> **Input**:

=== Begin Enclosure ===

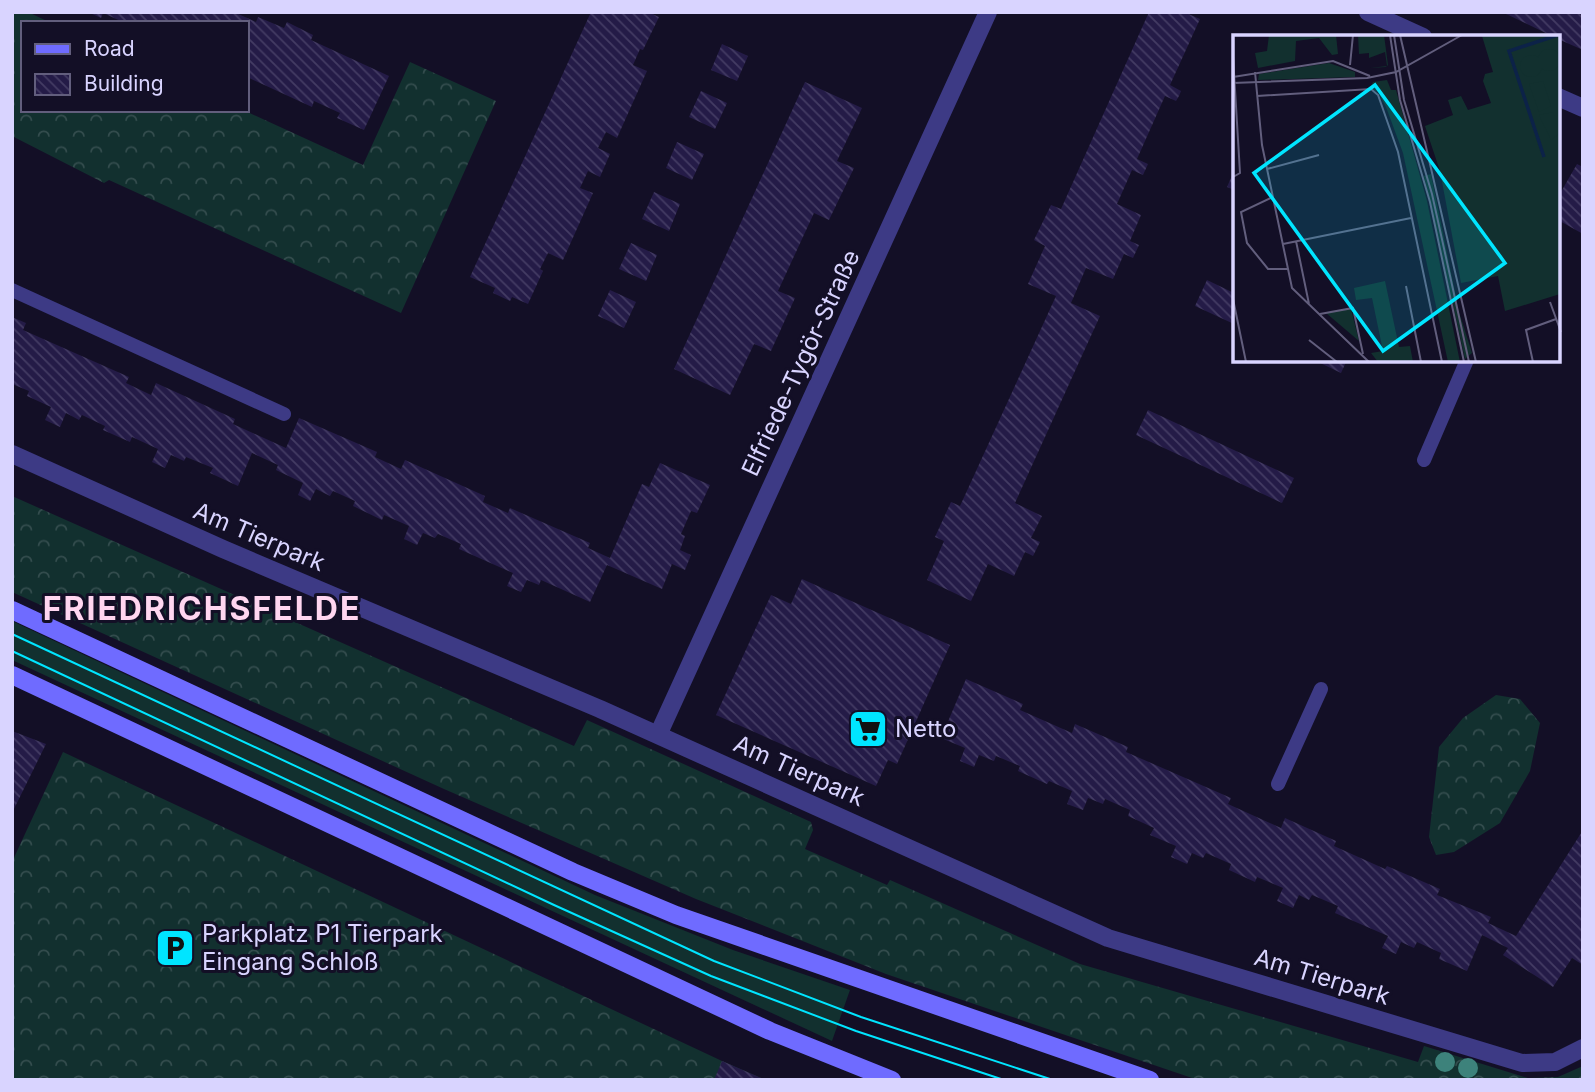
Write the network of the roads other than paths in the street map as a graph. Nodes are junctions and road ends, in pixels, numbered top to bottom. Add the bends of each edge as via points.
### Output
1 (988, 12) edge
2 (1370, 13) edge
3 (1419, 35) edge
4 (1560, 99) edge
5 (1583, 108) edge
6 (12, 289) edge
7 (1466, 362) edge
8 (284, 414) dead end
9 (12, 454) edge
10 (1424, 460) dead end
11 (12, 610) edge
12 (12, 675) edge
13 (1321, 689) dead end
14 (658, 734) junction
15 (1278, 784) dead end
16 (1583, 1048) edge
17 (892, 1080) edge
18 (1150, 1080) edge

1 - 14 street, Elfriede-Tygör-Straße
2 - 3 street
4 - 5 street
6 - 8 lane
7 - 10 lane
9 - 14 street, Am Tierpark
11 - 18 main road via 573,872 676,915
12 - 17 main road via 770,1031
13 - 15 lane
14 - 16 street, Am Tierpark via 1108,937 1522,1063 1555,1062

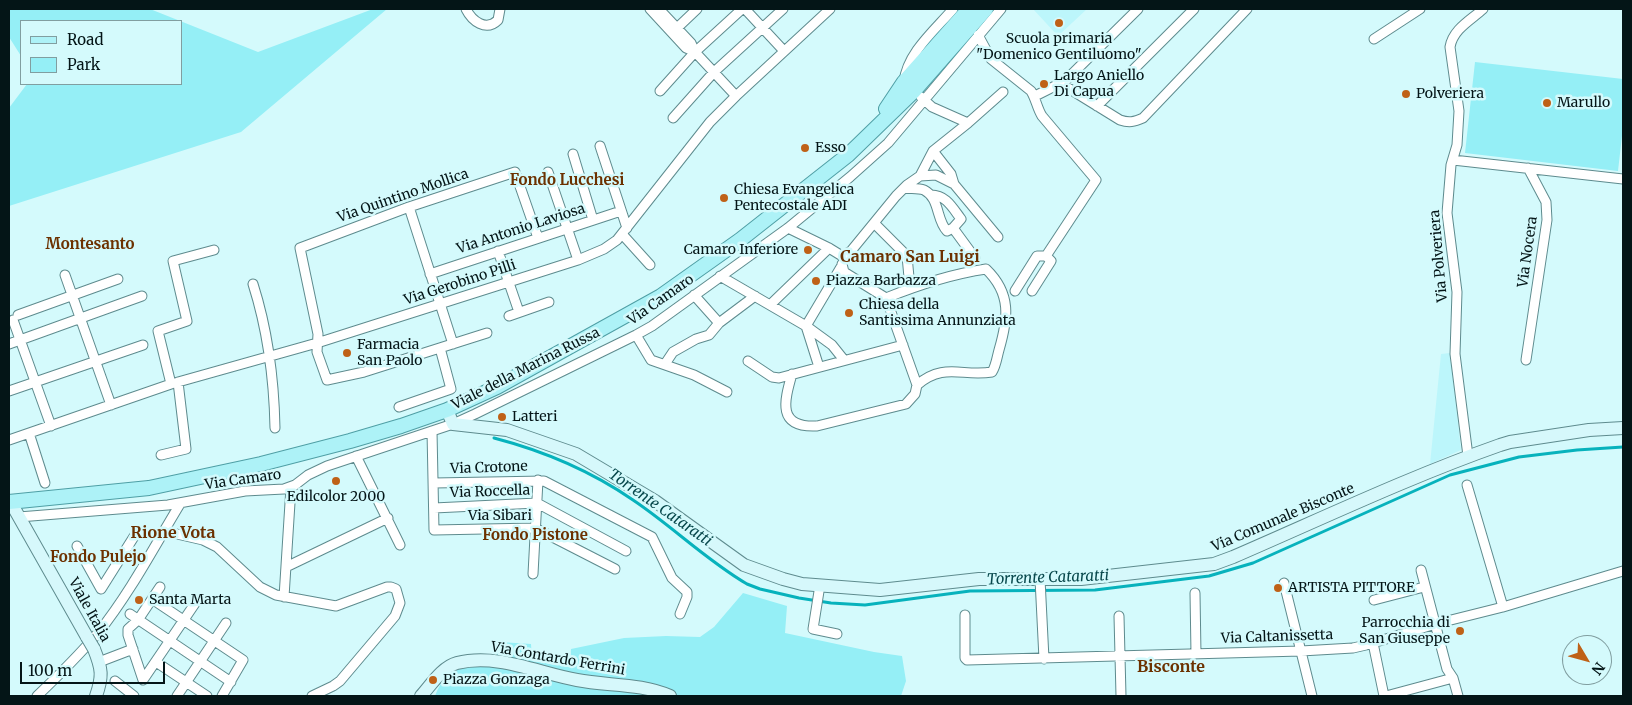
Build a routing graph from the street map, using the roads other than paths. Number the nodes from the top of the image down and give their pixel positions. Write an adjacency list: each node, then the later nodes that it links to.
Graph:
1 (466, 9): 2 (street)
2 (500, 9)
3 (650, 9): 23 (street)
4 (659, 9): 18 (street)
5 (697, 9): 18 (street)
6 (743, 9): 19 (street); 23 (street)
7 (783, 9): 19 (street)
8 (830, 9): 22 (street, Via Gerobino Pilli)
9 (953, 9): 26 (street)
10 (969, 9): 26 (main road, Viale della Marina Russa)
11 (986, 9): 26 (main road, Viale della Marina Russa)
12 (1001, 9): 20 (street, Via Camaro)
13 (1138, 9): 25 (street)
14 (1194, 9): 32 (street)
15 (1247, 9): 32 (street)
16 (1420, 9): 21 (street)
17 (1483, 9): 38 (street, Via Polveriera)
18 (677, 28): 23 (street)
19 (762, 28): 22 (street); 24 (street)
20 (978, 35): 30 (street); 31 (street, Via Camaro)
21 (1374, 39)
22 (784, 51): 29 (street, Via Gerobino Pilli)
23 (695, 52): 24 (street); 27 (street)
24 (714, 72): 29 (street); 33 (street)
25 (1064, 84): 30 (street); 32 (street)
26 (909, 87): 31 (street); 111 (main road, Viale della Marina Russa)
27 (660, 90)
28 (1003, 92): 34 (street)
29 (736, 96): 53 (street, Via Gerobino Pilli)
30 (1035, 96): 60 (street)
31 (924, 101): 34 (street); 52 (street, Via Camaro)
32 (1097, 106)
33 (673, 118)
34 (968, 123): 36 (street)
35 (600, 146): 47 (street)
36 (933, 151): 41 (street); 43 (street)
37 (573, 154): 48 (street)
38 (1453, 160): 39 (street); 123 (street, Via Polveriera)
39 (1528, 168): 42 (street); 98 (street, Via Nocera)
40 (548, 172): 51 (street)
41 (920, 176): 43 (street); 44 (street)
42 (1623, 179)
43 (954, 184): 54 (street)
44 (904, 188): 45 (street); 49 (street)
45 (930, 195): 50 (street); 50 (street)
46 (409, 207): 55 (street, Via Quintino Mollica); 65 (street); 90 (street, Via Quintino Mollica)
47 (621, 210): 48 (street, Via Antonio Laviosa); 53 (street)
48 (593, 220): 51 (street, Via Antonio Laviosa)
49 (874, 223): 59 (street); 71 (street)
50 (954, 226): 61 (street)
51 (567, 228): 55 (street, Via Antonio Laviosa); 62 (street)
52 (788, 228): 56 (street); 67 (street, Via Camaro)
53 (625, 231): 62 (street, Via Gerobino Pilli); 63 (street)
54 (998, 237)
55 (538, 238): 58 (street, Via Antonio Laviosa)
56 (829, 248): 59 (street); 81 (street)
57 (214, 250): 105 (street)
58 (498, 251): 65 (street, Via Antonio Laviosa); 69 (street)
59 (842, 256): 64 (street)
60 (1046, 256): 72 (street); 73 (street)
61 (975, 258)
62 (578, 260): 69 (street, Via Gerobino Pilli)
63 (650, 265)
64 (842, 267): 78 (street); 86 (street)
65 (430, 274): 80 (street)
66 (64, 275): 75 (street)
67 (720, 276): 74 (street, Via Camaro); 77 (street)
68 (118, 279): 75 (street)
69 (509, 282): 80 (street, Via Gerobino Pilli); 82 (street)
70 (253, 284): 96 (street)
71 (910, 288): 78 (street); 106 (street)
72 (1015, 291)
73 (1032, 291)
74 (694, 295): 85 (street); 88 (street, Via Camaro)
75 (72, 296): 84 (street); 89 (street)
76 (142, 296): 84 (street)
77 (755, 296): 81 (street); 85 (street)
78 (886, 298): 94 (street)
79 (549, 302): 82 (street)
80 (440, 304): 90 (street, Via Gerobino Pilli); 92 (street)
81 (770, 305): 86 (street)
82 (520, 312): 83 (street)
83 (508, 316)
84 (80, 318): 89 (street); 99 (street)
85 (719, 323): 101 (street)
86 (806, 326): 97 (street); 102 (street)
87 (487, 333): 92 (street)
88 (636, 336): 101 (street); 112 (street, Via Camaro)
89 (20, 340): 91 (street); 104 (street)
90 (317, 343): 95 (street); 96 (street, Via Gerobino Pilli)
91 (9, 344)
92 (453, 344): 95 (street)
93 (143, 345): 99 (street)
94 (902, 345): 97 (street); 106 (street)
95 (440, 348): 110 (street)
96 (270, 356): 105 (street, Via Gerobino Pilli); 115 (street)
97 (844, 360): 102 (street)
98 (1526, 360)
99 (95, 361): 104 (street); 109 (street)
100 (748, 361): 103 (street)
101 (665, 364): 108 (street)
102 (819, 367): 103 (street)
103 (792, 374): 106 (street)
104 (35, 382): 107 (street); 114 (street)
105 (174, 383): 109 (street, Via Gerobino Pilli); 121 (street)
106 (917, 385)
107 (9, 391)
108 (727, 392)
109 (110, 405): 114 (street, Via Gerobino Pilli)
110 (399, 407)
111 (447, 410): 113 (street); 129 (main road, Viale della Marina Russa)
112 (485, 410): 113 (street, Via Camaro); 116 (street)
113 (453, 424): 116 (street, Via Comunale Bisconte); 118 (street, Via Camaro)
114 (51, 426): 119 (street, Via Gerobino Pilli)
115 (275, 428)
116 (493, 428): 150 (street, Via Comunale Bisconte)
117 (1623, 428): 123 (street, Via Comunale Bisconte)
118 (432, 431): 122 (street, Via Camaro); 126 (street)
119 (29, 433): 120 (street, Via Gerobino Pilli); 125 (street)
120 (9, 440)
121 (162, 456)
122 (356, 456): 128 (street, Via Camaro); 134 (street)
123 (1468, 456): 146 (street, Via Comunale Bisconte)
124 (538, 480): 126 (street, Via Crotone); 131 (street); 158 (street, Via Crotone)
125 (46, 483)
126 (434, 483): 132 (street)
127 (1467, 484): 156 (street)
128 (291, 487): 130 (street, Via Camaro); 141 (street)
129 (9, 500): 133 (street, Viale Italia)
130 (180, 504): 133 (street, Via Camaro); 136 (street)
131 (537, 504): 132 (street, Via Roccella); 135 (street); 140 (street, Via Roccella)
132 (434, 508): 135 (street, Via Sibari)
133 (14, 517): 174 (street, Viale Italia, bridge)
134 (388, 518): 138 (street); 141 (street)
135 (536, 528): 142 (street, Via Sibari); 145 (street)
136 (164, 531): 152 (street); 181 (street)
137 (135, 535): 139 (street)
138 (400, 545)
139 (76, 546)
140 (626, 551)
141 (286, 567): 152 (street)
142 (615, 569)
143 (1420, 570): 149 (street)
144 (1623, 571): 156 (street, Via Caltanissetta)
145 (533, 574)
146 (1040, 582): 150 (street, Via Comunale Bisconte); 173 (street)
147 (1284, 583): 170 (street)
148 (160, 587): 153 (street)
149 (1424, 587): 154 (street); 164 (street)
150 (819, 590): 165 (street)
151 (1195, 593): 171 (street)
152 (284, 597): 187 (street)
153 (152, 599): 161 (street); 162 (street)
154 (1374, 600)
155 (196, 602): 162 (street)
156 (1503, 606): 164 (street, Via Caltanissetta)
157 (130, 614): 161 (street)
158 (680, 614)
159 (965, 615): 173 (street, Via Caltanissetta)
160 (1119, 616): 172 (street)
161 (138, 620): 166 (street); 169 (street)
162 (184, 620): 166 (street); 167 (street)
163 (226, 623): 167 (street)
164 (1435, 624): 168 (street, Via Caltanissetta); 177 (street)
165 (837, 634)
166 (170, 641): 175 (street); 176 (street)
167 (214, 641): 176 (street); 180 (street)
168 (1373, 643): 170 (street, Via Caltanissetta); 192 (street)
169 (133, 649): 174 (street); 175 (street)
170 (1301, 651): 171 (street, Via Caltanissetta); 191 (street)
171 (1196, 654): 172 (street, Via Caltanissetta)
172 (1119, 656): 173 (street, Via Caltanissetta); 190 (street)
173 (1044, 659)
174 (99, 662): 182 (street, Viale Italia)
175 (156, 662): 179 (street)
176 (200, 662): 179 (street); 180 (street)
177 (1453, 678): 192 (street); 193 (street)
178 (116, 681): 183 (street)
179 (186, 682): 184 (street); 185 (street)
180 (231, 682): 186 (street)
181 (37, 696)
182 (96, 696)
183 (134, 696)
184 (177, 696)
185 (207, 696)
186 (222, 696)
187 (312, 696)
188 (421, 696): 189 (street, Via Contardo Ferrini)
189 (670, 696)
190 (1121, 696)
191 (1312, 696)
192 (1385, 696)
193 (1458, 696)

=== End Enclosure ===

What is needed is each line from the records with the word "Bisconte" in it.

> **Exercise output**:
113 (453, 424): 116 (street, Via Comunale Bisconte); 118 (street, Via Camaro)
116 (493, 428): 150 (street, Via Comunale Bisconte)
117 (1623, 428): 123 (street, Via Comunale Bisconte)
123 (1468, 456): 146 (street, Via Comunale Bisconte)
146 (1040, 582): 150 (street, Via Comunale Bisconte); 173 (street)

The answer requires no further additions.